Snack on burrata cheese with grilled figs

Susan Selasky
Detroit Free Press (TNS)

Last year, I revealed that I was in love with burrata cheese. I am happy to report that my love affair continues.

While burrata is pricey, it’s well worth it. You can find burrata at specialty cheese shops and most specialty grocers. BelGioioso is a domestic brand of burrata found at many grocery stores. An 8-ounce container with one ball of burrata is about $8.

Burrata cheese is beloved by many for its mild flavor and creamy, rich center.

While burrata is good on its own with bread, I am constantly on the lookout for new ways to serve it. Fresh fruit season makes it all the easier. The creaminess pairs well with any stone fruit (think peaches, plums) as well as melons and berries.

Figs: For today’s recipe, I chose fresh figs and red grapes based on a recipe I glanced at in LCBO’s Food & Drink Magazine. Fresh figs are sometimes hard to come by, but they are so delicious. I love figs’ sweet flavor and slightly chewy flesh and soft skin. You’ll find fresh figs typically during the summer through October.

There are several fig varieties from green-skinned to purplish-black. The latter is so noted for its dark color and great nutritional value. The darker the fruit (or vegetable), the higher the nutrients. Nutrition-wise, figs are a good source of fiber. They also have a good amount of potassium, known to help control insulin, heart health and lower blood pressure. The darker, purple varieties have a high concentration of antioxidants that help ward off certain diseases.

Fresh figs are highly perishable. You can typically keep them at least three days in the refrigerator.

Grilling: When grilling figs, don’t put them on scorching hot grill grates. Medium-low is best to prevent their natural sugars from burning. Figure right around 300 degrees if your grill has a temperature gauge. Make sure you oil the grates well to prevent the fruit from sticking.

This recipe works great as an appetizer. While the toasted baguette slices are listed as optional, I highly recommend it. You can make these up for your guests or let them spread the burrata on the bread slices and top it with the fruit. Either way, it’s one fancy appetizer your guests will swoon over. You can also serve it as a dessert, as the original version recommended.

Burrata With Grilled Figs and Red Grapes

Serves: 6 (as an appetizer)

Preparation time: 20 minutes

Total time: 40 minutes

1 to 2 tablespoons olive or grapeseed oil

6 ripe fresh black mission figs, cut in half

6 to 8 ounces red seedless grapes

Generous pinch of sea salt

8 ounces burrata, at room temperature

1 tablespoon honey

1 tablespoon fresh thyme leaves, optional

Toasted or grilled baguette slices, optional

Preheat the grill to medium. Once heated, oil the grates well with a grapeseed or vegetable oil.
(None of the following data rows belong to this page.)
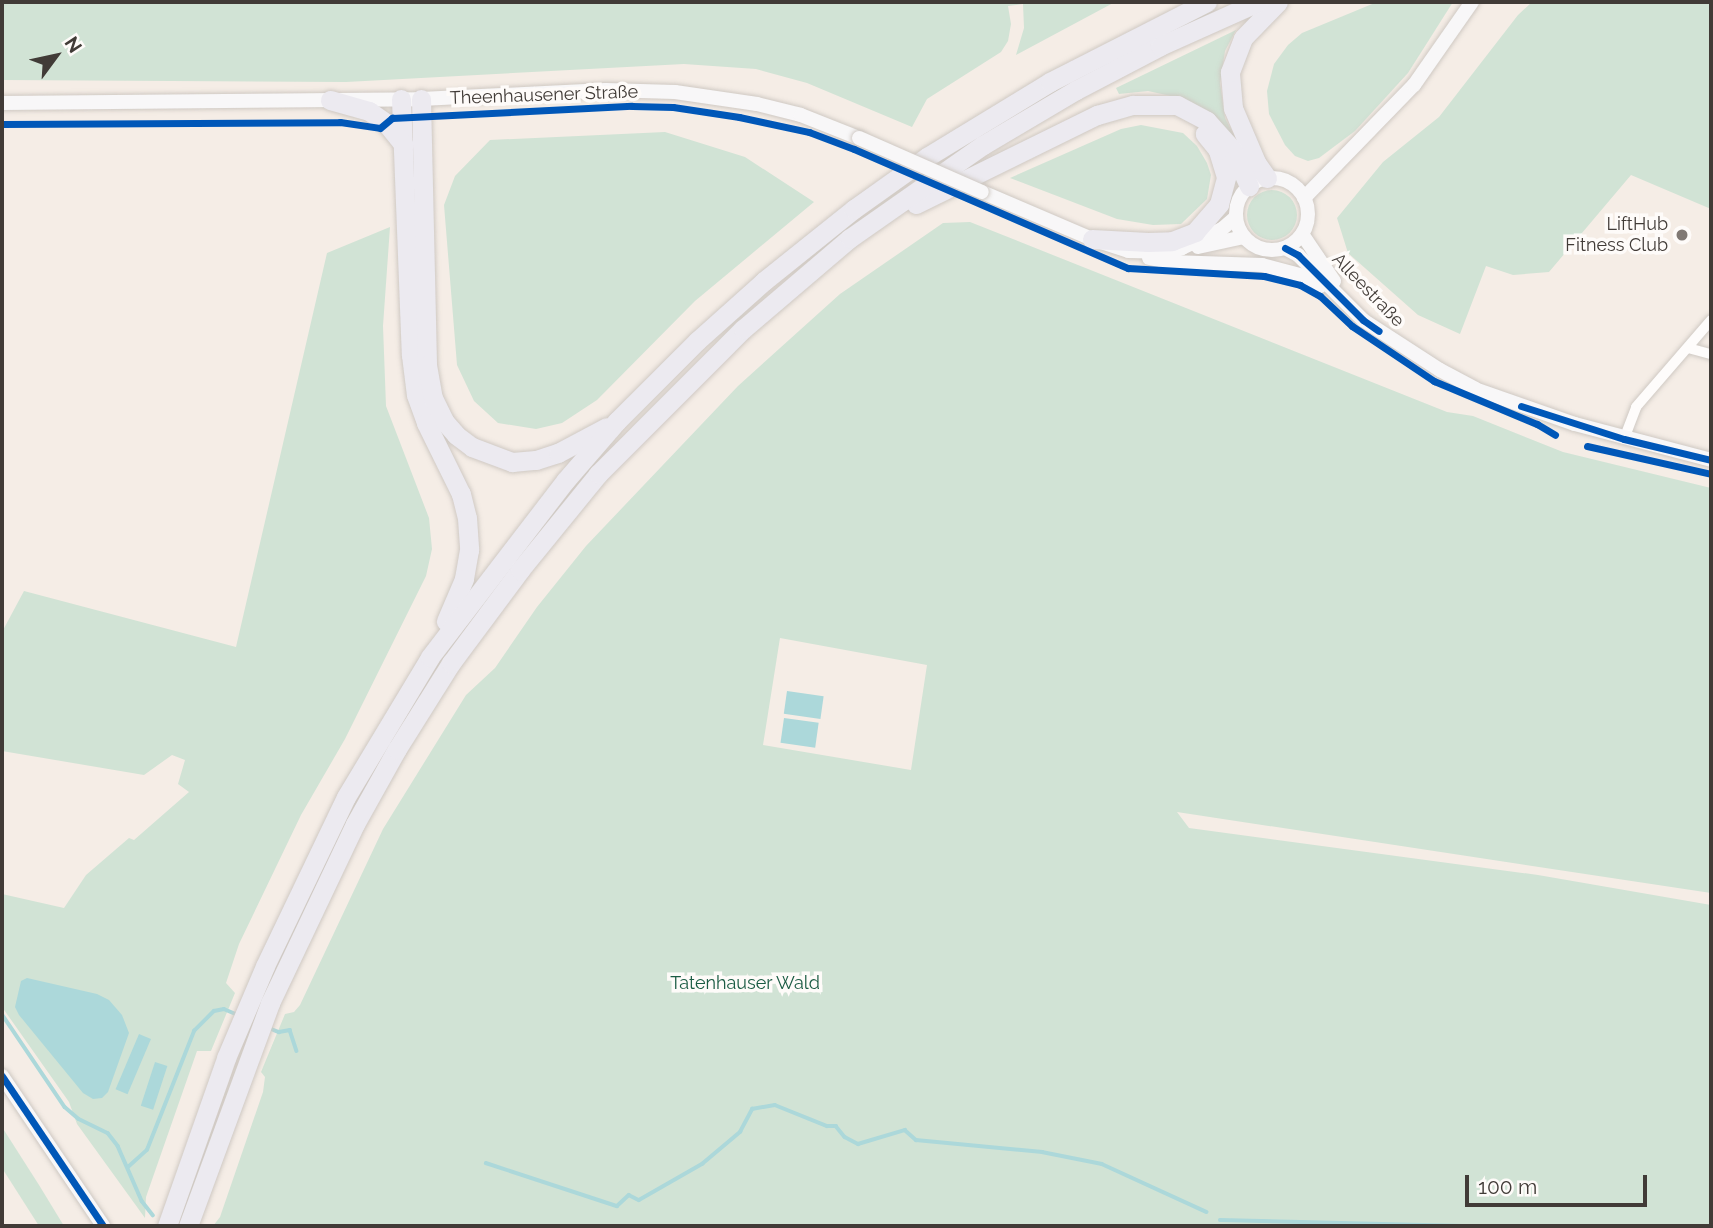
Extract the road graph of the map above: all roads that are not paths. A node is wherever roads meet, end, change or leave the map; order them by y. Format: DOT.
graph roads {
  1 [pos="1207,2"];
  2 [pos="1258,2"];
  3 [pos="1278,2"];
  4 [pos="1472,2"];
  5 [pos="411,99"];
  6 [pos="330,100"];
  7 [pos="2,103"];
  8 [pos="1153,104"];
  9 [pos="1366,138"];
  10 [pos="404,145"];
  11 [pos="1258,182"];
  12 [pos="1293,185"];
  13 [pos="1304,198"];
  14 [pos="1236,218"];
  15 [pos="1302,234"];
  16 [pos="1243,237"];
  17 [pos="850,238"];
  18 [pos="1092,239"];
  19 [pos="1182,248"];
  20 [pos="1285,248"];
  21 [pos="1128,251"];
  22 [pos="1363,320"];
  23 [pos="1711,320"];
  24 [pos="1400,345"];
  25 [pos="1688,348"];
  26 [pos="1711,354"];
  27 [pos="617,421"];
  28 [pos="1624,439"];
  29 [pos="1711,460"];
  30 [pos="430,657"];
  31 [pos="261,1000"];
  32 [pos="2,1076"];
  33 [pos="103,1226"];
  34 [pos="167,1226"];
  35 [pos="188,1226"];
  1 -- 27 [label="highway"];
  2 -- 17 [label="highway"];
  3 -- 11 [label="highway"];
  4 -- 9 [label="main road"];
  5 -- 6 [label="main road, Theenhausener Straße"];
  5 -- 10 [label="highway"];
  5 -- 18 [label="main road, Theenhausener Straße, bridge"];
  5 -- 27 [label="highway"];
  6 -- 7 [label="main road, Theenhausener Straße"];
  6 -- 10 [label="highway"];
  8 -- 11 [label="highway"];
  8 -- 17 [label="highway"];
  8 -- 18 [label="highway"];
  9 -- 12 [label="main road"];
  9 -- 13 [label="main road"];
  10 -- 30 [label="highway"];
  11 -- 12 [label="main road"];
  11 -- 14 [label="main road"];
  12 -- 13 [label="main road"];
  13 -- 15 [label="main road"];
  14 -- 16 [label="main road"];
  14 -- 19 [label="main road, Theenhausener Straße"];
  15 -- 20 [label="main road"];
  15 -- 24 [label="main road, Alleestraße"];
  16 -- 19 [label="main road, Theenhausener Straße"];
  16 -- 20 [label="main road"];
  17 -- 31 [label="highway"];
  18 -- 21 [label="main road, Theenhausener Straße"];
  19 -- 21 [label="main road, Theenhausener Straße"];
  20 -- 22 [label="main road, Alleestraße"];
  21 -- 22 [label="main road"];
  22 -- 24 [label="main road, Alleestraße"];
  23 -- 25 [label="street"];
  24 -- 28 [label="main road, Alleestraße"];
  25 -- 26 [label="street"];
  25 -- 28 [label="street"];
  27 -- 30 [label="highway"];
  28 -- 29 [label="main road, Alleestraße"];
  30 -- 31 [label="highway"];
  31 -- 34 [label="highway"];
  31 -- 35 [label="highway"];
  32 -- 33 [label="main road"];
}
Place the figs on a plate and brush the cut side with some olive or grapeseed oil. Place the grapes, keeping the bunch together if possible, on a piece of foil. Drizzle them with some of the oil. (If you have a perforated grill pan, you can use it for the grapes.)

Season the figs and grapes with a few generous pinches of salt. Place the figs on the grill, cut side down; place the foil with the grapes on the grill. Grill figs about 3-4 minutes or until you get nice grill marks on the cut side. Turn over and grill just a few minutes more until soft. Grill the grapes the same amount of time.

Remove fruit from the grill. When cool enough to handle, cut each fig half in half.

Place cheese in the middle of your serving dish and surround with the warm fruit. Drizzle all with honey and sprinkle with thyme leaves. Serve with baguette slices.

You can also plate this appetizer by placing some cheese on the baguette slice and topping with the fruit. Drizzle with the honey and sprinkle with the thyme leaves.

Adapted from LCBO’s Food & Drink Magazine, summer 2016. Tested by Susan Selasky for the Free Press Test Kitchen. Nutrition information not available.